The purpose was to gauge their reaction to the company's plan to raise the amount it charged for in-house day care by 75 percent.

Parents who had been paying $1,425 a month for infant care would see their costs rise to nearly $2,500--well above the market rate. For parents with toddlers and preschoolers, who were charged less, the price increases were equally eye-popping. Under the new plan, parents with two kids in Google day care would most likely see their annual day care bill grow to more than $57,000 from around $33,000.

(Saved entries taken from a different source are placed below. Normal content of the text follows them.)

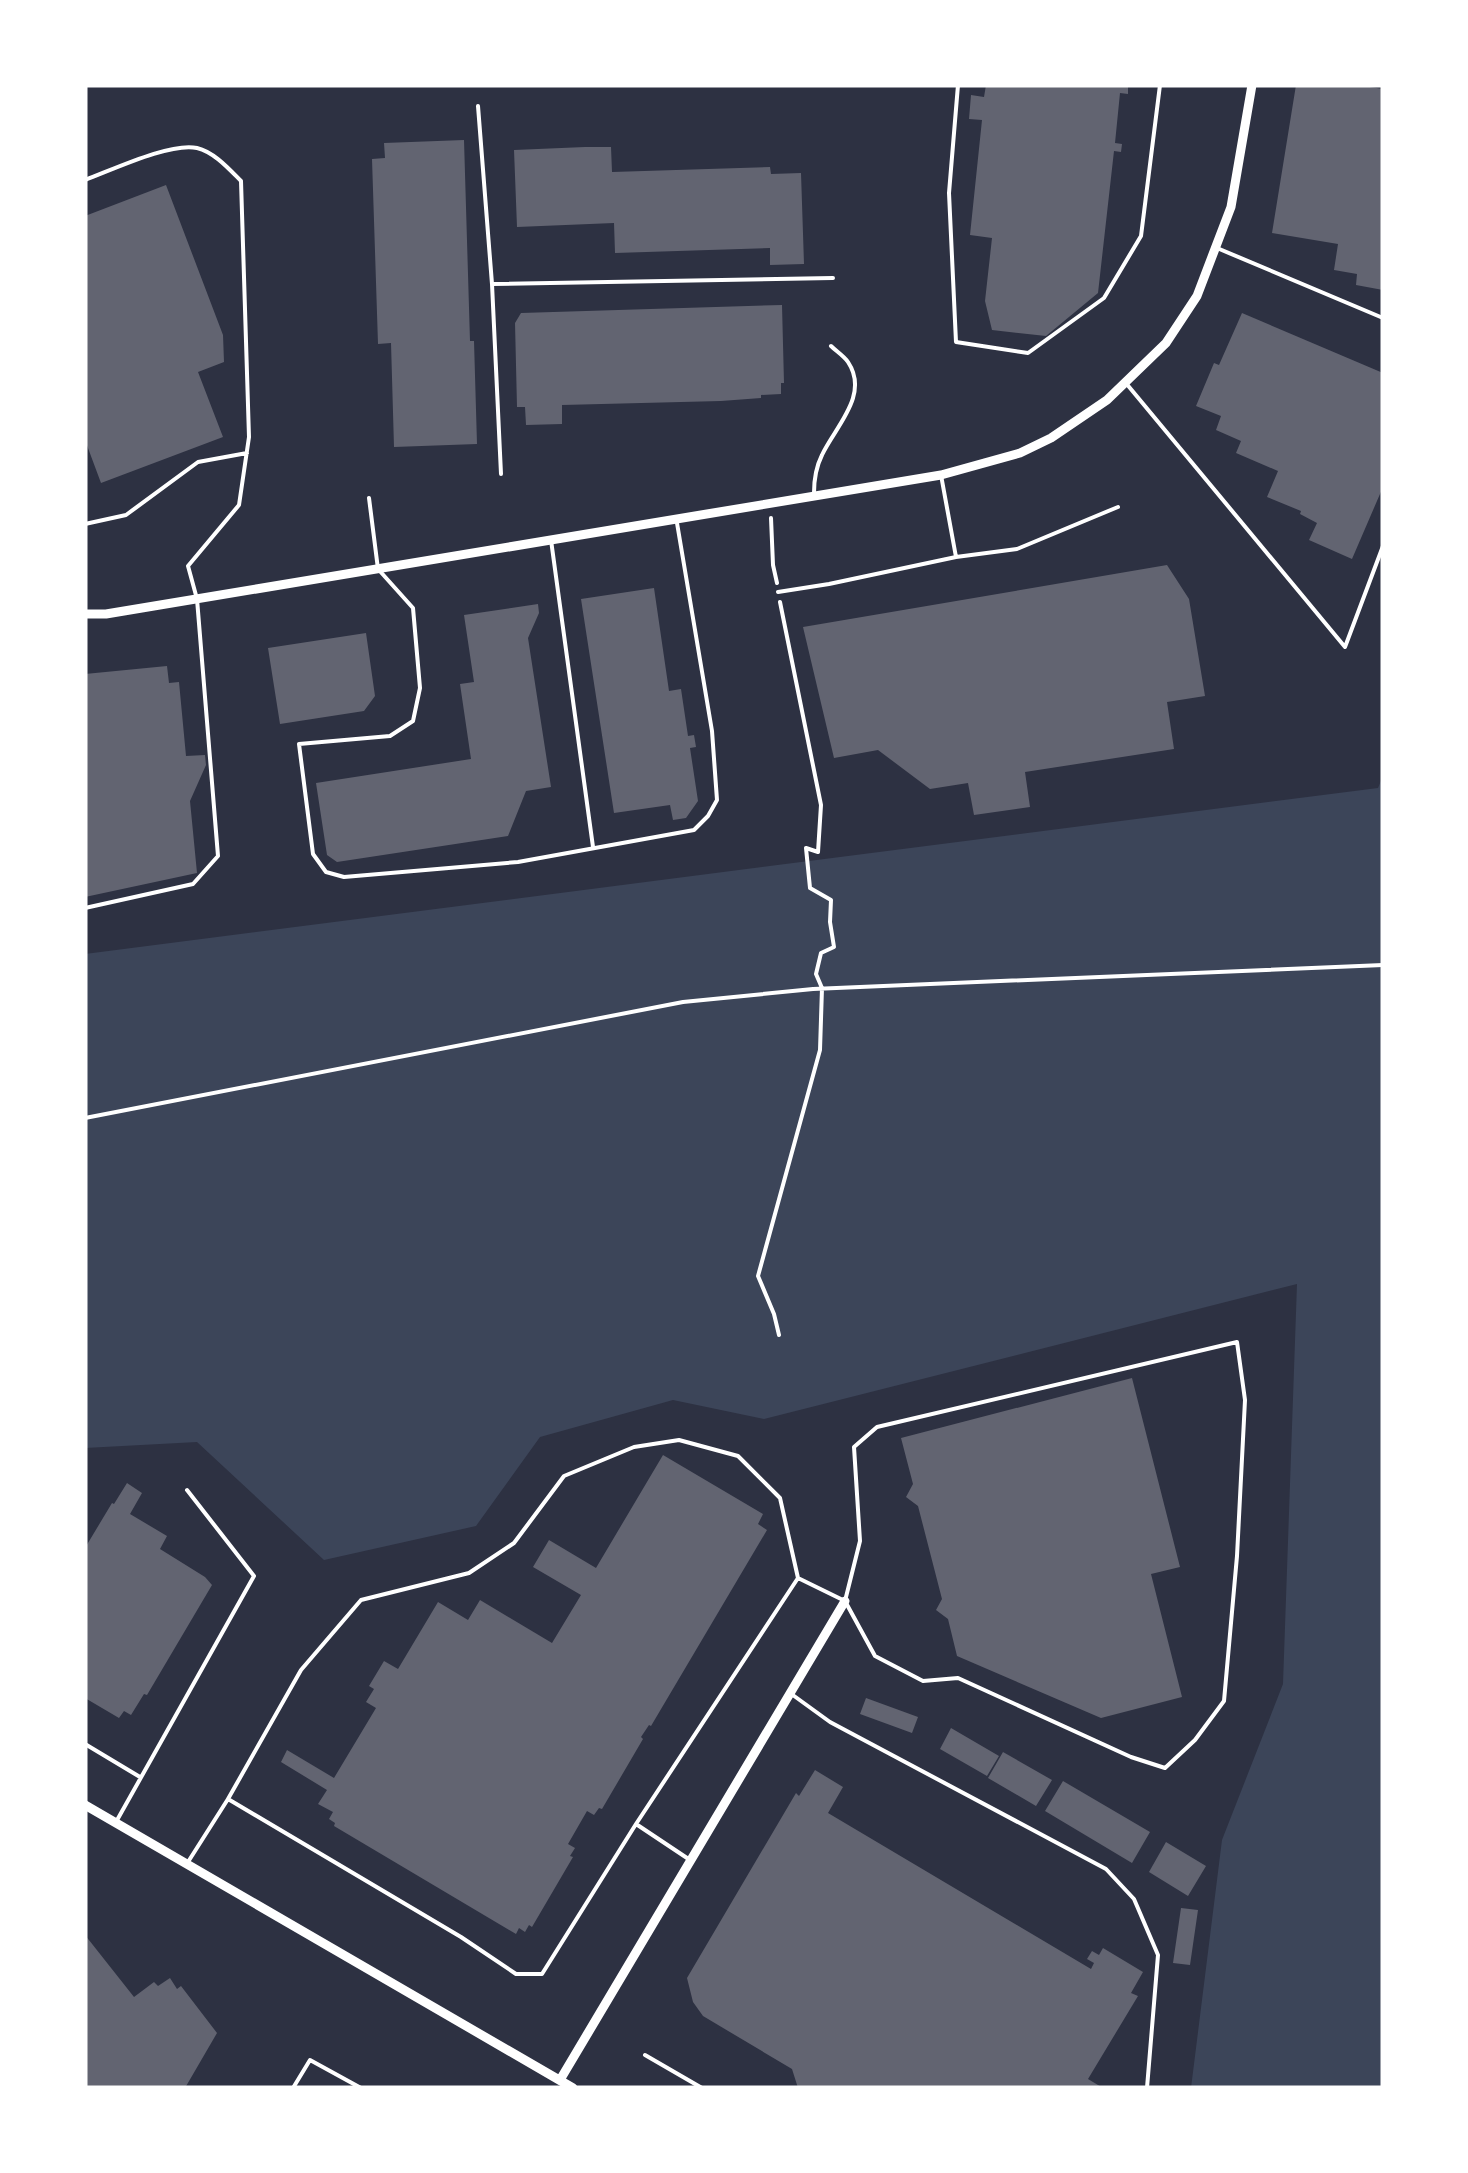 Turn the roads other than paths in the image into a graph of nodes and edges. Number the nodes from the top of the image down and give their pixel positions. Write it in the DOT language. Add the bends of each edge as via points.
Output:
graph roads {
  1 [pos="958,85"];
  2 [pos="1160,85"];
  3 [pos="1252,85"];
  4 [pos="478,106"];
  5 [pos="85,180"];
  6 [pos="1216,248"];
  7 [pos="833,278"];
  8 [pos="492,284"];
  9 [pos="1383,318"];
  10 [pos="831,346"];
  11 [pos="1126,382"];
  12 [pos="247,453"];
  13 [pos="502,474"];
  14 [pos="941,475"];
  15 [pos="814,496"];
  16 [pos="368,498"];
  17 [pos="1118,507"];
  18 [pos="676,519"];
  19 [pos="85,524"];
  20 [pos="551,540"];
  21 [pos="1383,546"];
  22 [pos="956,558"];
  23 [pos="378,568"];
  24 [pos="778,592"];
  25 [pos="197,599"];
  26 [pos="85,614"];
  27 [pos="594,848"];
  28 [pos="85,908"];
  29 [pos="187,1490"];
  30 [pos="798,1578"];
  31 [pos="845,1601"];
  32 [pos="790,1693"];
  33 [pos="85,1744"];
  34 [pos="140,1777"];
  35 [pos="228,1799"];
  36 [pos="85,1805"];
  37 [pos="116,1822"];
  38 [pos="636,1824"];
  39 [pos="691,1860"];
  40 [pos="187,1864"];
  41 [pos="645,2055"];
  42 [pos="560,2080"];
  43 [pos="294,2088"];
  44 [pos="360,2088"];
  45 [pos="573,2088"];
  46 [pos="702,2088"];
  47 [pos="1147,2088"];
  1 -- 2 [label="lane" via="949,194 956,342 1028,353 1104,298 1141,236"];
  3 -- 6 [label="street" via="1231,207"];
  4 -- 8 [label="lane"];
  5 -- 12 [label="lane" via="170,149 198,148 241,181"];
  6 -- 9 [label="lane"];
  6 -- 11 [label="street" via="1197,296 1166,342"];
  7 -- 8 [label="lane"];
  8 -- 13 [label="lane"];
  10 -- 15 [label="lane" via="848,362 854,389 820,459"];
  11 -- 14 [label="street" via="1051,438"];
  11 -- 21 [label="lane" via="1346,647"];
  12 -- 19 [label="lane" via="198,462 126,515"];
  12 -- 25 [label="lane" via="240,505 188,566"];
  14 -- 15 [label="street"];
  14 -- 22 [label="lane"];
  15 -- 18 [label="street"];
  16 -- 23 [label="lane"];
  17 -- 22 [label="lane" via="1017,548"];
  18 -- 20 [label="street"];
  18 -- 27 [label="lane" via="717,800 694,830"];
  20 -- 23 [label="street"];
  20 -- 27 [label="lane"];
  22 -- 24 [label="lane"];
  23 -- 25 [label="street"];
  23 -- 27 [label="lane" via="412,608 420,688 413,721 390,736 299,744 313,854 326,872 344,877 518,862"];
  25 -- 26 [label="street"];
  25 -- 28 [label="lane" via="218,856 193,884"];
  29 -- 34 [label="lane" via="254,1576"];
  30 -- 31 [label="lane"];
  30 -- 35 [label="lane" via="780,1498 738,1456 678,1440 634,1447 564,1476 514,1543 469,1573 361,1600 301,1670"];
  30 -- 38 [label="lane"];
  31 -- 31 [label="lane" via="860,1541 854,1447 876,1428 1237,1342 1246,1400 1224,1702 1166,1768 958,1678 923,1681 875,1656"];
  31 -- 32 [label="street"];
  32 -- 39 [label="street"];
  32 -- 47 [label="lane" via="830,1722 1116,1879 1134,1899 1158,1955"];
  33 -- 34 [label="lane"];
  34 -- 37 [label="lane"];
  35 -- 38 [label="lane" via="516,1974 542,1974"];
  35 -- 40 [label="lane"];
  36 -- 37 [label="street"];
  37 -- 40 [label="street"];
  38 -- 39 [label="lane"];
  39 -- 42 [label="street"];
  40 -- 42 [label="street"];
  41 -- 46 [label="lane"];
  42 -- 45 [label="street"];
  43 -- 44 [label="lane" via="310,2060"];
}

At the first of the three focus groups, parents wept openly. As word leaked out about the company's plan, the Google parents began to fight back. They came up with ideas to save money, used the company's TGIF sessions--a weekly meeting for anyone who wanted to ask questions of Google's top executives--to plead their case, and conducted surveys showing that most parents with children in Google day care would have to leave Google's facilities and find less expensive child care.

Do you think you know how this story ends? You're probably guessing that because it involves "do no evil" Google, Fortune magazine's "Best Company to Work For" the past two years, this is a heart-warming tale of a good company reversing a dumb decision.

If only. Although Google is rolling back its price increase slightly and is phasing in the higher price over five quarters, the outline of the original decision remains largely unchanged. At a TGIF in June, the Google co-founder Sergey Brin said he had no sympathy for the parents, and that he was tired of "Googlers" who felt entitled to perks like "bottled water and M&Ms," according to several people in the meeting. (A Google spokesman denies that Brin made that comment.) On Monday, Google began the first phase of its new day care plan, letting go of the outside day care firm it had been using.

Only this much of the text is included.